Améliorer les compétences
Sur le front de la compétitivité hors-prix, COE-Rexecode recommande de mettre l'accent sur les compétences jugées « mauvaises ou médiocres dans les classements internationaux ». La dégradation des résultats dans les disciplines scientifiques pourrait avoir encore des conséquences néfastes sur la désindustrialisation. « Il y a un phénomène d'attrition des entreprises industrielles. La désindustrialisation entraîne des pertes de compétences à moyen terme. C'est ce qu'on appelle des effets d'hystérèse », ajoute Emmanuel Jessua.
Dans certains secteurs, les tensions sur la main-d'oeuvre ont commencé bien avant la crise. Dans l'industrie par exemple, les délocalisations ont entraîné des fermetures de sites de production et des destructions de compétences par centaines de milliers. Face à ce désastre, COE-Rexecode recommande de muscler la formation initiale et continue.

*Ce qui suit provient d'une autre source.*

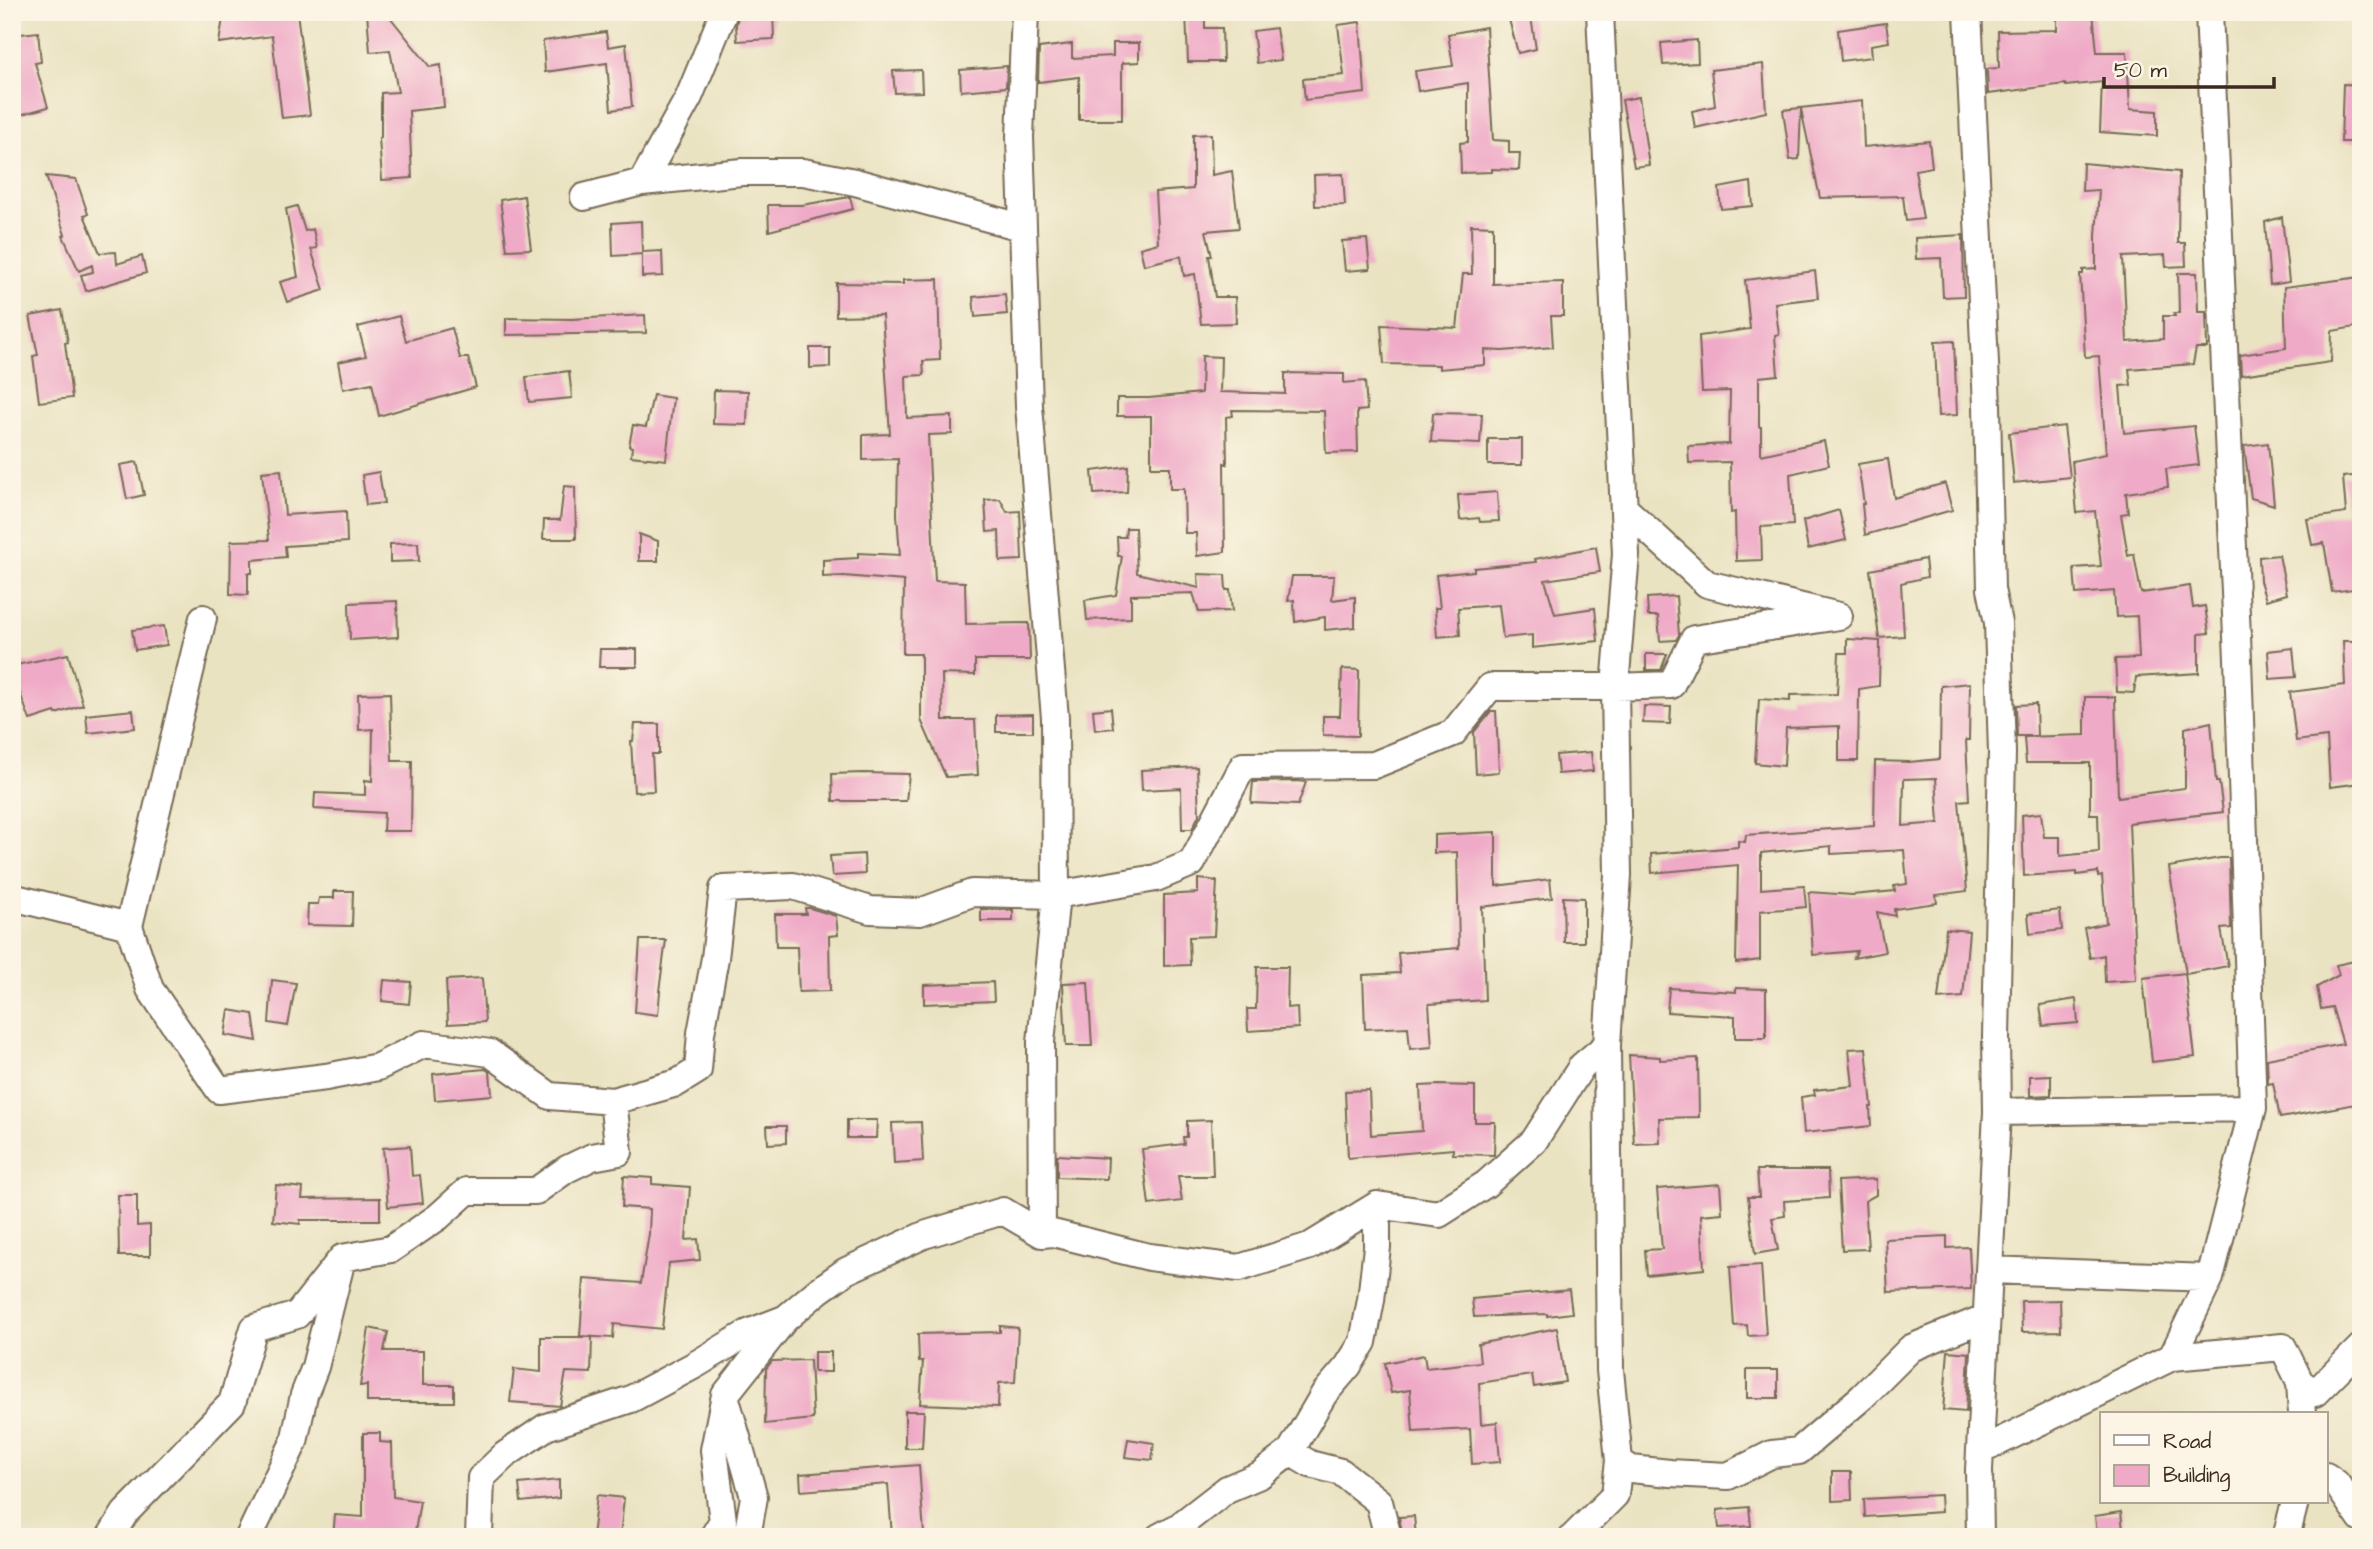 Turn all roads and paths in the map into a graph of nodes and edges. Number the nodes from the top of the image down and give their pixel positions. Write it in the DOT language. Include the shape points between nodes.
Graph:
graph roads {
  1 [pos="724,12"];
  2 [pos="1025,12"];
  3 [pos="1600,12"];
  4 [pos="1968,12"];
  5 [pos="2209,12"];
  6 [pos="642,182"];
  7 [pos="584,197"];
  8 [pos="1021,227"];
  9 [pos="1624,508"];
  10 [pos="203,618"];
  11 [pos="1615,687"];
  12 [pos="1056,895"];
  13 [pos="12,897"];
  14 [pos="129,926"];
  15 [pos="1607,1045"];
  16 [pos="613,1101"];
  17 [pos="2253,1108"];
  18 [pos="1997,1112"];
  19 [pos="1377,1205"];
  20 [pos="1042,1234"];
  21 [pos="342,1258"];
  22 [pos="1990,1270"];
  23 [pos="2210,1278"];
  24 [pos="1987,1317"];
  25 [pos="785,1319"];
  26 [pos="2361,1347"];
  27 [pos="2172,1357"];
  28 [pos="2300,1382"];
  29 [pos="725,1395"];
  30 [pos="2302,1412"];
  31 [pos="1980,1451"];
  32 [pos="1290,1452"];
  33 [pos="1619,1461"];
  34 [pos="2328,1477"];
  35 [pos="2294,1504"];
  36 [pos="2361,1519"];
  37 [pos="110,1537"];
  38 [pos="249,1537"];
  39 [pos="480,1537"];
  40 [pos="713,1537"];
  41 [pos="747,1537"];
  42 [pos="1159,1537"];
  43 [pos="1388,1537"];
  44 [pos="1573,1537"];
  45 [pos="1980,1537"];
  46 [pos="2286,1537"];
  1 -- 6 [label="street" via="689,97"];
  2 -- 8 [label="street"];
  3 -- 9 [label="street"];
  4 -- 18 [label="street" via="2002,753"];
  5 -- 17 [label="street"];
  6 -- 7 [label="street"];
  6 -- 8 [label="street" via="742,172 803,172"];
  8 -- 12 [label="street" via="1029,406 1055,718"];
  9 -- 11 [label="street" via="1626,554"];
  9 -- 11 [label="street" via="1707,584 1839,616 1695,639 1671,685"];
  10 -- 14 [label="street"];
  11 -- 12 [label="street" via="1490,687 1453,733 1374,765 1242,766 1192,863 1156,878"];
  11 -- 15 [label="street" via="1618,875"];
  12 -- 16 [label="street" via="972,893 920,912 870,909 793,887 723,889 698,1070 677,1083"];
  12 -- 20 [label="street" via="1041,1042"];
  13 -- 14 [label="street"];
  14 -- 16 [label="street" via="150,989 219,1090 378,1067 424,1044 490,1054 550,1096"];
  15 -- 19 [label="street" via="1582,1066 1534,1141 1486,1184 1439,1214"];
  15 -- 33 [label="street" via="1610,1370"];
  16 -- 21 [label="street" via="619,1152 567,1168 536,1191 467,1191 391,1249"];
  17 -- 18 [label="street"];
  17 -- 23 [label="street"];
  18 -- 22 [label="street"];
  19 -- 20 [label="street" via="1310,1245 1239,1268 1149,1257"];
  19 -- 32 [label="street" via="1377,1247 1363,1342 1324,1394"];
  20 -- 25 [label="street" via="1003,1212 924,1235 846,1271"];
  21 -- 37 [label="street" via="297,1315 254,1328 232,1403 125,1513"];
  21 -- 38 [label="street" via="294,1443"];
  22 -- 23 [label="street"];
  22 -- 24 [label="street"];
  23 -- 27 [label="street"];
  24 -- 31 [label="street"];
  24 -- 33 [label="street" via="1911,1348 1799,1451 1772,1454 1728,1476 1631,1469"];
  25 -- 29 [label="street"];
  25 -- 39 [label="street" via="748,1333 631,1399 546,1427 505,1455 481,1478"];
  26 -- 28 [label="street" via="2315,1393"];
  27 -- 28 [label="street" via="2283,1347"];
  27 -- 31 [label="street"];
  28 -- 30 [label="street"];
  29 -- 40 [label="street" via="714,1450 723,1521"];
  29 -- 41 [label="street" via="754,1497"];
  31 -- 45 [label="street"];
  32 -- 42 [label="street"];
  32 -- 43 [label="street" via="1310,1464 1341,1472 1379,1502"];
  33 -- 44 [label="street" via="1615,1495"];
  34 -- 36 [label="street"];
  35 -- 46 [label="street"];
}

Mobiliser l'épargne pour financer une « vague d'investissements »
Le réchauffement climatique et la transition numérique vont nécessiter "une grande vague d'investissements", a expliqué Michel Didier, président du comité de direction.
« Qui doit assumer ces investissements ? L'État doit réduire son déficit. Le dernier plan d'investissement de 30 milliards d'euros sur 10 ans, ce n'est rien face aux besoins d'investissement », a-t-il poursuivi.

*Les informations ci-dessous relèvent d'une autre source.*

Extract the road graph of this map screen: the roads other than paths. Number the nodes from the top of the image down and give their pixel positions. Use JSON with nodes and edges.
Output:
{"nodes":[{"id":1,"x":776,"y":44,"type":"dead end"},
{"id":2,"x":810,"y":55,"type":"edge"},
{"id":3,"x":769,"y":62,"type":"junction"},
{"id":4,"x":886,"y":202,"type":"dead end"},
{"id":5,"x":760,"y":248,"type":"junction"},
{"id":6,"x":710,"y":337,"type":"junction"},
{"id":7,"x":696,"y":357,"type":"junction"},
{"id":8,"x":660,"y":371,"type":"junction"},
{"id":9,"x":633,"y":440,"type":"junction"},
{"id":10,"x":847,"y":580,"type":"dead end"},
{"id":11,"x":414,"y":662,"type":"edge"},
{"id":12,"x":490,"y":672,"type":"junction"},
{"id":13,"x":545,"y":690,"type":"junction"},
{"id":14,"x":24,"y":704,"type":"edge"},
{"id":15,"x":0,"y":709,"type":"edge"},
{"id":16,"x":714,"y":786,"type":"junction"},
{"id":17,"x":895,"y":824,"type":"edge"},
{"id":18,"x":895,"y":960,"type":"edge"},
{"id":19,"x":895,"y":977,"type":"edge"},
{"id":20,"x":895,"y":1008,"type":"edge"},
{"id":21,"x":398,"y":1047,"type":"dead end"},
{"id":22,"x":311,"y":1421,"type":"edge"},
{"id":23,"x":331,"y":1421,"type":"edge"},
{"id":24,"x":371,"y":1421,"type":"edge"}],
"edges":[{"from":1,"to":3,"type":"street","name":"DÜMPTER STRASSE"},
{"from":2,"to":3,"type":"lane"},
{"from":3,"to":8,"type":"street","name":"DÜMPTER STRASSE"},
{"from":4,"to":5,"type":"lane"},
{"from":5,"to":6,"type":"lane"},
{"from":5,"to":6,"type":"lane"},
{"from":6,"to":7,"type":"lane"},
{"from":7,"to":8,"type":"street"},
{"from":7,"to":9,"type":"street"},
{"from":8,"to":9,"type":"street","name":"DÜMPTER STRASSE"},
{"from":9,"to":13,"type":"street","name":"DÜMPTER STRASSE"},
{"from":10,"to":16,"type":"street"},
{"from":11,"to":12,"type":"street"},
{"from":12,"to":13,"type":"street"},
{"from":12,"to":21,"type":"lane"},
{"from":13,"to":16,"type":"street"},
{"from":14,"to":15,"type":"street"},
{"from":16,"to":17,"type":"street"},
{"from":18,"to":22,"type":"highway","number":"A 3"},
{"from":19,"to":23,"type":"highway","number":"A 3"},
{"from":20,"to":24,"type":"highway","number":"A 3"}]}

D'après les économistes de Rexecode, il faut orienter l'épargne vers le financement en fonds propres des entreprises innovantes non cotées. Face aux échecs des précédentes mesures visant à réorienter cette épargne vers l'investissement, le centre de recherche propose de créer des fonds d'investissement à capital garanti. "Aujourd'hui, le principal obstacle, c'est le risque" ajoute Michel Didier. "Il faut qu'il y ait une garantie sur le capital" conclut-il.
Des pertes de parts de marché quasi généralisées
Le diagnostic établi par Emmanuel Jessua sur la compétitivité de l'économie tricolore est particulièrement alarmant. Sur une vingtaine de produits exportés, la France perd du terrain sur quasiment toutes les catégories entre 2019 et 2021 au sein de la zone euro. Hormis les boissons (0,6% et les cuirs et peaux (+6,3%), tous les autres secteurs sont en perte de vitesse.
"La chute des parts de marché française à l'étranger est quasi générale. L'argument d'une trop forte spécialisation de la France sur l'aéronautique ne tient pas forcément" a déclaré l'économiste. "Le caractère généralisé des pertes de parts de marché suggère au contraire ce que ce sont les performances à l'exportation de l'ensemble du système productif qui se trouvent fragilisées par rapport à nos voisins européens" ajoute-t-il dans le document. Autant dire que le chemin pour redresser l'industrie tricolore s'annonce périlleux pour le prochain gouvernement.